The word “macadamised” has entered into almost every language.  It comes, of course, from J. Loudon McAdam, born at Ayr, who devised “macadamised” roads.  McAdam, the road-maker, a Scot, and Telford, the civil engineer, the bridge-builder, also a Scot.  Thomas Telford’s masterpieces were the Caledonian Canal and the Menai Suspension Bridge.  Designing Edinburgh’s high-level Dean Bridge was perhaps Telford’s last work before he retired.

 

Telford was born in Eskdale.  John Rennie, another Scottish civil engineer, born at Phantassie, East Lothian, engineered the Kennet and Avon Canal, the Rochdale Canal, and the Lancaster Canal.  He also built Waterloo Bridge and designed London Bridge, which was built after his death.  He also designed and constructed the breakwater at Plymouth.

 

Sir William Fairbairn, a native of Kelso, built the Conway and Menai tubular bridges in 1845.  It was an eminent Scottish engineer, another Kelso man, Sir James Brunlees, who laid the first railway line across the Alps.

 

A resident of Islay, a Spencer Wilks, was president of the Rover Motor Company.  The Land Rover was originated by Mr Spencer Wilks and his brother Maurice, and was first tested on “Islay’s hills and beaches”.

 

Sir John Sinclair, 1754-1835, was born at Thurso Castle in Caithness.  He founded the British Wool Society, and he persuaded Pitt to form a Board of Agriculture, 1793, of which he was the first President 1793-98 and 1806-13.

 

George Eliot, the brilliant English novelist, was discovered by a Scottish publisher, John Blackwood and all her novels but one were published by him.

 

Sir Wm.
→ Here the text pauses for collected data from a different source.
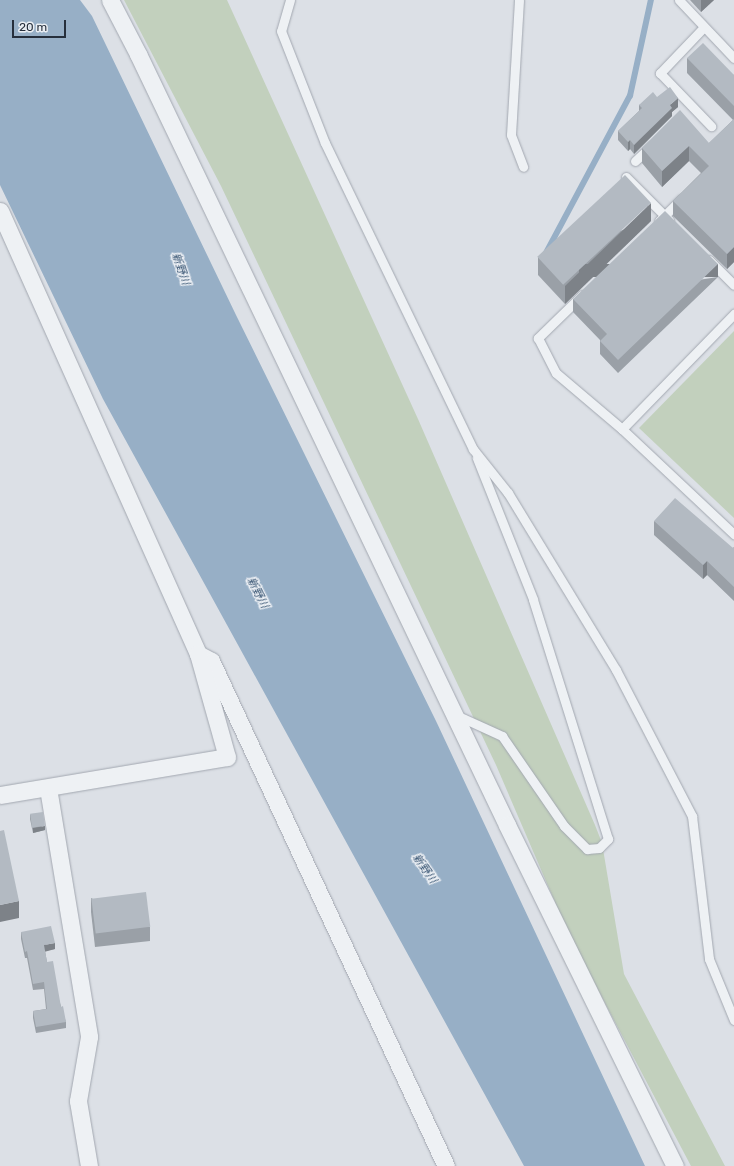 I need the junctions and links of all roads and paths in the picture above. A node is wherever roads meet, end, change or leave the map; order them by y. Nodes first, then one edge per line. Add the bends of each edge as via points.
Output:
1 (110, 0) edge
2 (290, 0) edge
3 (519, 0) edge
4 (678, 0) edge
5 (704, 27) junction
6 (734, 58) edge
7 (711, 126) dead end
8 (658, 139) edge
9 (635, 161) dead end
10 (523, 167) dead end
11 (619, 182) edge
12 (689, 190) edge
13 (0, 211) edge
14 (665, 216) junction
15 (675, 226) edge
16 (653, 227) edge
17 (702, 253) edge
18 (734, 285) edge
19 (590, 288) edge
20 (734, 314) edge
21 (622, 429) junction
22 (473, 449) junction
23 (734, 534) edge
24 (198, 654) junction
25 (454, 714) junction
26 (48, 788) junction
27 (0, 795) edge
28 (734, 1022) edge
29 (88, 1166) edge
30 (446, 1166) edge
31 (674, 1166) edge

1 - 25 street
2 - 22 lane via 281,31 325,143
3 - 10 lane via 511,135
4 - 5 lane
5 - 6 lane
5 - 7 lane via 660,73 689,109
8 - 9 lane
11 - 14 lane via 625,176
12 - 14 lane
13 - 24 street
14 - 15 lane
14 - 16 lane
17 - 18 lane
19 - 21 lane via 538,338 556,373
20 - 21 lane
21 - 23 lane
22 - 25 lane via 533,599 608,839 599,848 587,849 564,826 502,736
22 - 28 lane via 508,493 616,670 692,816 709,959
24 - 26 street via 227,757
24 - 30 street via 212,661
25 - 31 street
26 - 27 street
26 - 29 street via 89,1037 78,1101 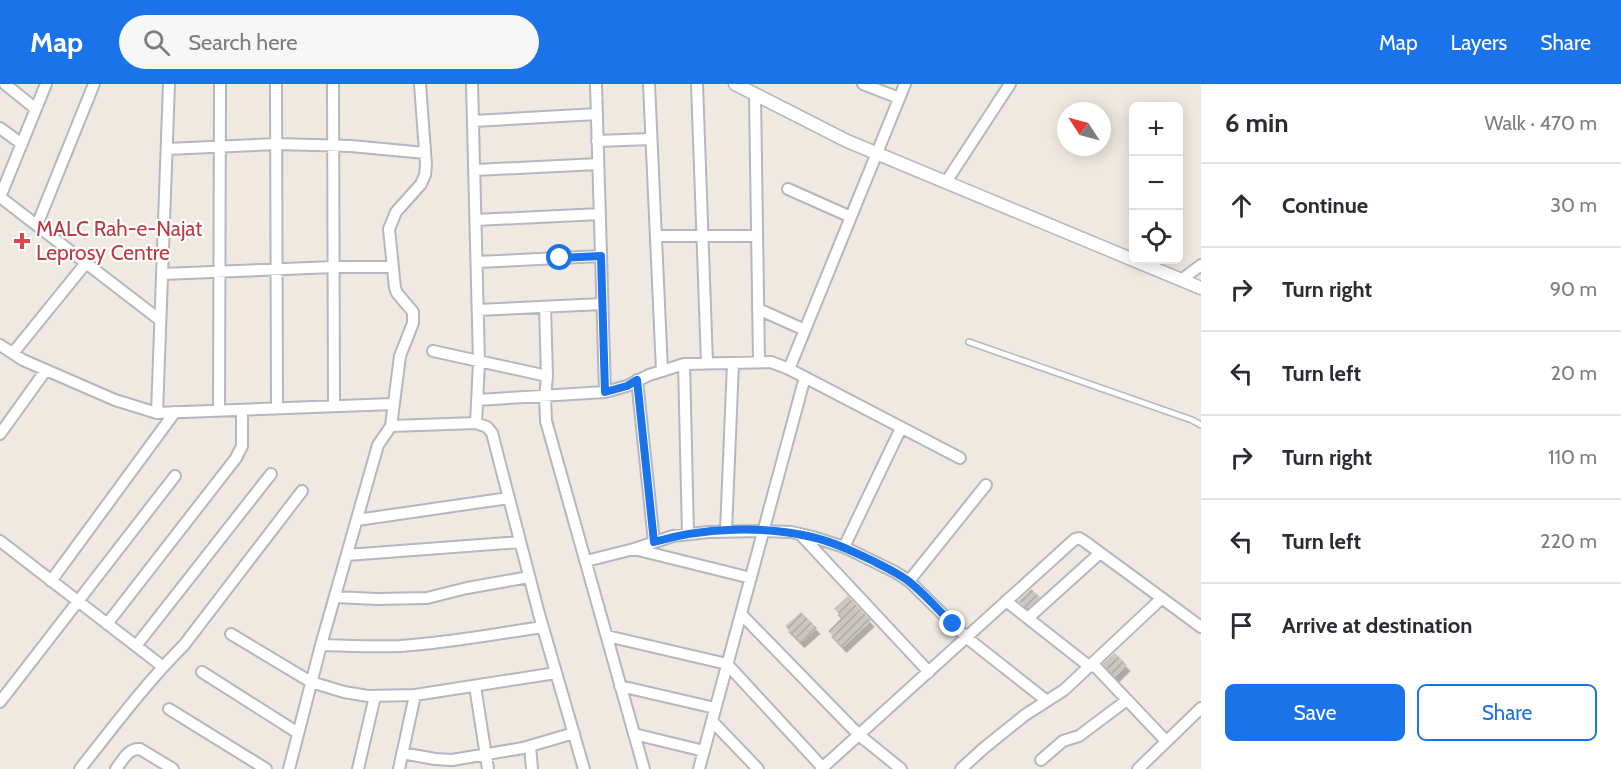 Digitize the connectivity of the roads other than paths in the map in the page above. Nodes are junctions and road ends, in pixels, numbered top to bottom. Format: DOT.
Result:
graph roads {
  1 [pos="5,84"];
  2 [pos="46,84"];
  3 [pos="94,84"];
  4 [pos="169,84"];
  5 [pos="220,84"];
  6 [pos="276,84"];
  7 [pos="333,84"];
  8 [pos="420,84"];
  9 [pos="472,84"];
  10 [pos="596,84"];
  11 [pos="649,84"];
  12 [pos="697,84"];
  13 [pos="735,84"];
  14 [pos="863,84"];
  15 [pos="905,84"];
  16 [pos="1010,84"];
  17 [pos="754,94"];
  18 [pos="899,98"];
  19 [pos="36,109"];
  20 [pos="597,114"];
  21 [pos="474,121"];
  22 [pos="0,128"];
  23 [pos="651,139"];
  24 [pos="597,141"];
  25 [pos="22,144"];
  26 [pos="276,144"];
  27 [pos="333,146"];
  28 [pos="220,147"];
  29 [pos="167,149"];
  30 [pos="425,153"];
  31 [pos="877,153"];
  32 [pos="598,164"];
  33 [pos="475,170"];
  34 [pos="946,182"];
  35 [pos="788,189"];
  36 [pos="0,197"];
  37 [pos="600,214"];
  38 [pos="851,217"];
  39 [pos="476,220"];
  40 [pos="37,225"];
  41 [pos="656,236"];
  42 [pos="757,236"];
  43 [pos="702,237"];
  44 [pos="601,256"];
  45 [pos="477,262"];
  46 [pos="86,263"];
  47 [pos="1201,265"];
  48 [pos="334,267"];
  49 [pos="392,267"];
  50 [pos="277,269"];
  51 [pos="219,271"];
  52 [pos="162,274"];
  53 [pos="1181,280"];
  54 [pos="1201,288"];
  55 [pos="602,304"];
  56 [pos="544,307"];
  57 [pos="758,309"];
  58 [pos="478,310"];
  59 [pos="160,320"];
  60 [pos="805,330"];
  61 [pos="969,342"];
  62 [pos="0,345"];
  63 [pos="433,351"];
  64 [pos="13,353"];
  65 [pos="479,362"];
  66 [pos="759,362"];
  67 [pos="707,363"];
  68 [pos="733,363"];
  69 [pos="684,364"];
  70 [pos="789,369"];
  71 [pos="46,370"];
  72 [pos="662,371"];
  73 [pos="546,376"];
  74 [pos="805,377"];
  75 [pos="637,380"];
  76 [pos="605,392"];
  77 [pos="545,397"];
  78 [pos="477,400"];
  79 [pos="393,404"];
  80 [pos="334,406"];
  81 [pos="278,408"];
  82 [pos="242,410"];
  83 [pos="219,411"];
  84 [pos="176,412"];
  85 [pos="157,413"];
  86 [pos="476,423"];
  87 [pos="1201,425"];
  88 [pos="391,426"];
  89 [pos="902,428"];
  90 [pos="0,434"];
  91 [pos="960,458"];
  92 [pos="271,474"];
  93 [pos="176,476"];
  94 [pos="986,485"];
  95 [pos="302,491"];
  96 [pos="509,498"];
  97 [pos="357,520"];
  98 [pos="726,531"];
  99 [pos="763,531"];
  100 [pos="688,534"];
  101 [pos="801,535"];
  102 [pos="0,542"];
  103 [pos="520,542"];
  104 [pos="654,542"];
  105 [pos="844,547"];
  106 [pos="634,549"];
  107 [pos="1100,553"];
  108 [pos="347,555"];
  109 [pos="586,561"];
  110 [pos="529,577"];
  111 [pos="751,578"];
  112 [pos="51,581"];
  113 [pos="909,581"];
  114 [pos="335,597"];
  115 [pos="1162,598"];
  116 [pos="78,601"];
  117 [pos="1006,601"];
  118 [pos="741,614"];
  119 [pos="1028,618"];
  120 [pos="107,624"];
  121 [pos="542,627"];
  122 [pos="1201,627"];
  123 [pos="231,634"];
  124 [pos="607,636"];
  125 [pos="966,638"];
  126 [pos="321,645"];
  127 [pos="136,646"];
  128 [pos="727,664"];
  129 [pos="1092,665"];
  130 [pos="162,666"];
  131 [pos="202,672"];
  132 [pos="929,672"];
  133 [pos="556,673"];
  134 [pos="311,682"];
  135 [pos="475,686"];
  136 [pos="620,686"];
  137 [pos="415,695"];
  138 [pos="375,696"];
  139 [pos="1127,700"];
  140 [pos="1047,701"];
  141 [pos="0,702"];
  142 [pos="715,708"];
  143 [pos="1201,708"];
  144 [pos="169,709"];
  145 [pos="712,721"];
  146 [pos="298,733"];
  147 [pos="574,733"];
  148 [pos="634,734"];
  149 [pos="859,735"];
  150 [pos="1166,741"];
  151 [pos="530,746"];
  152 [pos="704,751"];
  153 [pos="402,753"];
  154 [pos="487,755"];
  155 [pos="1041,760"];
  156 [pos="80,769"];
  157 [pos="116,769"];
  158 [pos="173,769"];
  159 [pos="266,769"];
  160 [pos="289,769"];
  161 [pos="358,769"];
  162 [pos="399,769"];
  163 [pos="488,769"];
  164 [pos="532,769"];
  165 [pos="584,769"];
  166 [pos="644,769"];
  167 [pos="699,769"];
  168 [pos="758,769"];
  169 [pos="822,769"];
  170 [pos="901,769"];
  171 [pos="961,769"];
  172 [pos="1138,769"];
  1 -- 19 [label="street"];
  2 -- 19 [label="street"];
  3 -- 40 [label="street"];
  4 -- 29 [label="street"];
  5 -- 28 [label="street"];
  6 -- 26 [label="street"];
  7 -- 27 [label="street"];
  8 -- 30 [label="street"];
  9 -- 21 [label="street"];
  10 -- 20 [label="street"];
  11 -- 23 [label="street"];
  12 -- 43 [label="street"];
  13 -- 17 [label="street"];
  14 -- 18 [label="street"];
  15 -- 18 [label="street"];
  16 -- 34 [label="street"];
  17 -- 31 [label="street"];
  17 -- 42 [label="street"];
  18 -- 31 [label="street"];
  19 -- 25 [label="street"];
  20 -- 21 [label="street"];
  20 -- 24 [label="street"];
  21 -- 33 [label="street"];
  22 -- 25 [label="street"];
  23 -- 24 [label="street"];
  23 -- 41 [label="street"];
  24 -- 32 [label="street"];
  25 -- 36 [label="street"];
  26 -- 27 [label="street"];
  26 -- 28 [label="street"];
  26 -- 50 [label="street"];
  27 -- 30 [label="street"];
  27 -- 48 [label="street"];
  28 -- 29 [label="street"];
  28 -- 51 [label="street"];
  29 -- 52 [label="street"];
  30 -- 49 [label="street"];
  31 -- 34 [label="street"];
  31 -- 38 [label="street"];
  32 -- 33 [label="street"];
  32 -- 37 [label="street"];
  33 -- 39 [label="street"];
  34 -- 53 [label="street"];
  35 -- 38 [label="street"];
  36 -- 40 [label="street"];
  37 -- 39 [label="street"];
  37 -- 44 [label="street"];
  38 -- 60 [label="street"];
  39 -- 45 [label="street"];
  40 -- 46 [label="street"];
  41 -- 43 [label="street"];
  41 -- 72 [label="street"];
  42 -- 43 [label="street"];
  42 -- 57 [label="street"];
  43 -- 67 [label="street"];
  44 -- 45 [label="street"];
  44 -- 55 [label="street"];
  45 -- 58 [label="street"];
  46 -- 59 [label="street"];
  46 -- 64 [label="street"];
  47 -- 53 [label="street"];
  48 -- 49 [label="street"];
  48 -- 50 [label="street"];
  48 -- 80 [label="street"];
  49 -- 79 [label="street"];
  50 -- 51 [label="street"];
  50 -- 81 [label="street"];
  51 -- 52 [label="street"];
  51 -- 83 [label="street"];
  52 -- 59 [label="street"];
  53 -- 54 [label="street"];
  55 -- 56 [label="street"];
  55 -- 76 [label="street"];
  56 -- 58 [label="street"];
  56 -- 73 [label="street"];
  57 -- 60 [label="street"];
  57 -- 66 [label="street"];
  58 -- 65 [label="street"];
  59 -- 85 [label="street"];
  60 -- 70 [label="street"];
  61 -- 87 [label="lane"];
  62 -- 64 [label="street"];
  63 -- 65 [label="street"];
  64 -- 71 [label="street"];
  65 -- 73 [label="street"];
  65 -- 78 [label="street"];
  66 -- 68 [label="street"];
  66 -- 70 [label="street"];
  67 -- 68 [label="street"];
  67 -- 69 [label="street"];
  68 -- 98 [label="street"];
  69 -- 72 [label="street"];
  69 -- 100 [label="street"];
  70 -- 74 [label="street"];
  71 -- 85 [label="street"];
  71 -- 90 [label="street"];
  72 -- 75 [label="street"];
  73 -- 77 [label="street"];
  74 -- 89 [label="street"];
  74 -- 99 [label="street"];
  75 -- 76 [label="street"];
  75 -- 104 [label="street"];
  76 -- 77 [label="street"];
  77 -- 78 [label="street"];
  77 -- 109 [label="street"];
  78 -- 86 [label="street"];
  79 -- 80 [label="street"];
  79 -- 88 [label="street"];
  80 -- 81 [label="street"];
  81 -- 82 [label="street"];
  82 -- 83 [label="street"];
  82 -- 120 [label="street"];
  83 -- 84 [label="street"];
  84 -- 85 [label="street"];
  84 -- 112 [label="street"];
  86 -- 88 [label="street"];
  86 -- 96 [label="street"];
  88 -- 97 [label="street"];
  89 -- 91 [label="street"];
  89 -- 105 [label="street"];
  92 -- 127 [label="street"];
  93 -- 116 [label="street"];
  94 -- 113 [label="street"];
  95 -- 130 [label="street"];
  96 -- 97 [label="street"];
  96 -- 103 [label="street"];
  97 -- 108 [label="street"];
  98 -- 99 [label="street"];
  98 -- 100 [label="street"];
  99 -- 101 [label="street"];
  99 -- 111 [label="street"];
  100 -- 104 [label="street"];
  101 -- 105 [label="street"];
  101 -- 132 [label="street"];
  102 -- 112 [label="street"];
  103 -- 108 [label="street"];
  103 -- 110 [label="street"];
  104 -- 106 [label="street"];
  105 -- 113 [label="street"];
  106 -- 109 [label="street"];
  106 -- 111 [label="street"];
  107 -- 115 [label="street"];
  107 -- 117 [label="street"];
  107 -- 119 [label="street"];
  108 -- 114 [label="street"];
  109 -- 124 [label="street"];
  110 -- 114 [label="street"];
  110 -- 121 [label="street"];
  111 -- 118 [label="street"];
  112 -- 116 [label="street"];
  113 -- 125 [label="street"];
  114 -- 126 [label="street"];
  115 -- 122 [label="street"];
  115 -- 129 [label="street"];
  116 -- 120 [label="street"];
  116 -- 141 [label="street"];
  117 -- 119 [label="street"];
  117 -- 125 [label="street"];
  118 -- 128 [label="street"];
  118 -- 149 [label="street"];
  119 -- 129 [label="street"];
  120 -- 127 [label="street"];
  121 -- 126 [label="street"];
  121 -- 133 [label="street"];
  123 -- 134 [label="street"];
  124 -- 128 [label="street"];
  124 -- 136 [label="street"];
  125 -- 132 [label="street"];
  125 -- 140 [label="street"];
  126 -- 134 [label="street"];
  127 -- 130 [label="street"];
  128 -- 142 [label="street"];
  128 -- 169 [label="street"];
  129 -- 139 [label="street"];
  129 -- 140 [label="street"];
  130 -- 156 [label="street"];
  131 -- 146 [label="street"];
  132 -- 149 [label="street"];
  133 -- 135 [label="street"];
  133 -- 147 [label="street"];
  134 -- 138 [label="street"];
  134 -- 146 [label="street"];
  135 -- 137 [label="street"];
  135 -- 154 [label="street"];
  136 -- 142 [label="street"];
  136 -- 148 [label="street"];
  137 -- 138 [label="street"];
  137 -- 153 [label="street"];
  138 -- 161 [label="street"];
  139 -- 150 [label="street"];
  139 -- 155 [label="street"];
  140 -- 171 [label="street"];
  142 -- 145 [label="street"];
  143 -- 150 [label="street"];
  144 -- 159 [label="street"];
  145 -- 152 [label="street"];
  145 -- 168 [label="street"];
  146 -- 160 [label="street"];
  147 -- 151 [label="street"];
  147 -- 165 [label="street"];
  148 -- 152 [label="street"];
  148 -- 166 [label="street"];
  149 -- 169 [label="street"];
  149 -- 170 [label="street"];
  150 -- 172 [label="street"];
  151 -- 154 [label="street"];
  151 -- 164 [label="street"];
  152 -- 167 [label="street"];
  153 -- 154 [label="street"];
  153 -- 162 [label="street"];
  154 -- 163 [label="street"];
  157 -- 158 [label="street"];
} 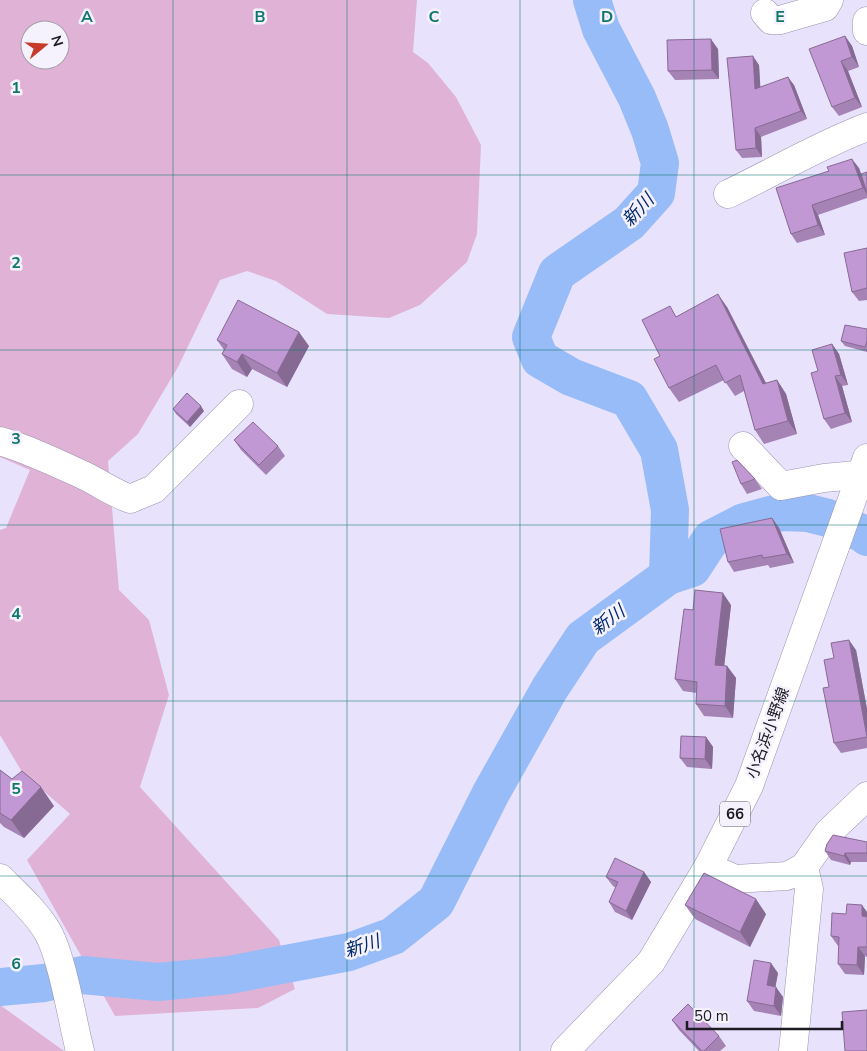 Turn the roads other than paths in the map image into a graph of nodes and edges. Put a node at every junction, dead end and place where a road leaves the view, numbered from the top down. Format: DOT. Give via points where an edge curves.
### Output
graph roads {
  1 [pos="829,0"];
  2 [pos="766,13"];
  3 [pos="867,21"];
  4 [pos="867,31"];
  5 [pos="867,127"];
  6 [pos="728,194"];
  7 [pos="240,404"];
  8 [pos="0,441"];
  9 [pos="744,446"];
  10 [pos="865,468"];
  11 [pos="867,796"];
  12 [pos="708,867"];
  13 [pos="804,867"];
  14 [pos="0,878"];
  15 [pos="80,1051"];
  16 [pos="565,1051"];
  17 [pos="793,1051"];
  1 -- 2 [label="street" via="825,7 780,20 771,20"];
  3 -- 4 [label="street"];
  5 -- 6 [label="street" via="828,142"];
  7 -- 8 [label="street" via="154,489 130,499 31,450"];
  9 -- 10 [label="street" via="782,486"];
  10 -- 12 [label="street, 小名浜小野線 / 66" via="749,786"];
  11 -- 13 [label="street" via="828,833"];
  12 -- 13 [label="street" via="735,879 787,876"];
  12 -- 16 [label="street, 小名浜小野線 / 66" via="651,962"];
  13 -- 17 [label="street" via="809,888"];
  14 -- 15 [label="street" via="47,930"];
} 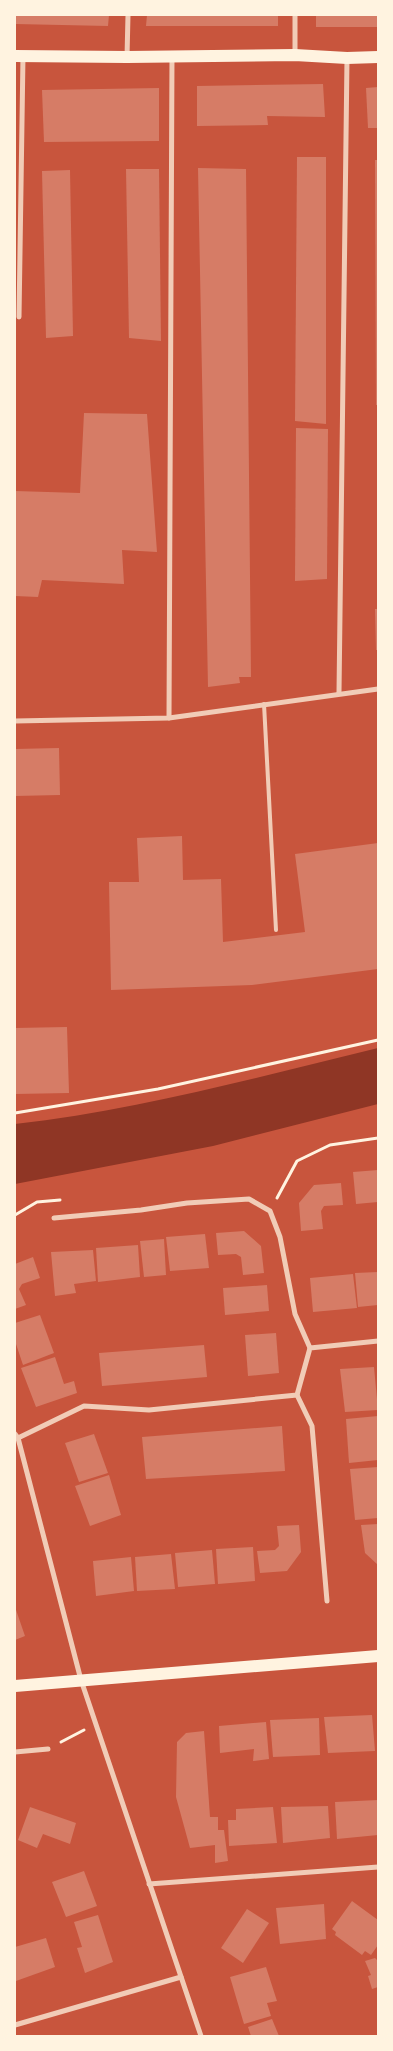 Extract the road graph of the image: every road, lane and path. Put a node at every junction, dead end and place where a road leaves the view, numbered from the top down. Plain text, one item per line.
1 (128, 15) edge
2 (295, 15) edge
3 (295, 55) junction
4 (19, 56) edge
5 (172, 56) junction
6 (127, 57) junction
7 (378, 57) edge
8 (347, 58) junction
9 (19, 317) dead end
10 (378, 689) edge
11 (339, 693) junction
12 (264, 704) junction
13 (169, 718) junction
14 (15, 721) edge
15 (276, 930) dead end
16 (378, 1040) edge
17 (15, 1113) edge
18 (378, 1138) edge
19 (270, 1211) junction
20 (54, 1218) dead end
21 (378, 1341) edge
22 (310, 1348) junction
23 (296, 1395) junction
24 (16, 1436) edge
25 (327, 1601) dead end
26 (378, 1656) edge
27 (81, 1680) junction
28 (15, 1686) edge
29 (96, 1724) junction
30 (48, 1749) joint
31 (15, 1752) edge
32 (378, 1867) edge
33 (149, 1884) junction
34 (181, 1977) junction
35 (15, 2026) edge
36 (201, 2036) edge

1 - 6 street
2 - 3 street
3 - 5 main road
3 - 8 main road
4 - 6 main road
4 - 9 street
5 - 6 main road
5 - 13 street
7 - 8 main road
8 - 11 street
10 - 11 street
11 - 12 street
12 - 13 street
12 - 15 lane
13 - 14 street
16 - 17 path
18 - 19 path
19 - 20 street
19 - 22 street
21 - 22 street
22 - 23 street
23 - 24 street
23 - 25 street
24 - 27 street
26 - 27 main road
27 - 28 main road
27 - 29 street
29 - 30 path
29 - 33 street
30 - 31 street
32 - 33 street
33 - 34 street
34 - 35 street
34 - 36 street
Hunter, geographer, born at Aberdeen, planned and carried out the first census of India in 1872.  The man who successfully advocated the use of lime juice in the British Navy as a prophylactic against scurvy was a Scotsman, an astronomer not a doctor, Robert Blair, born near Edinburgh.

 

The American who was the first man to set foot on the moon had the 100 percent Scottish name of Neil Armstrong!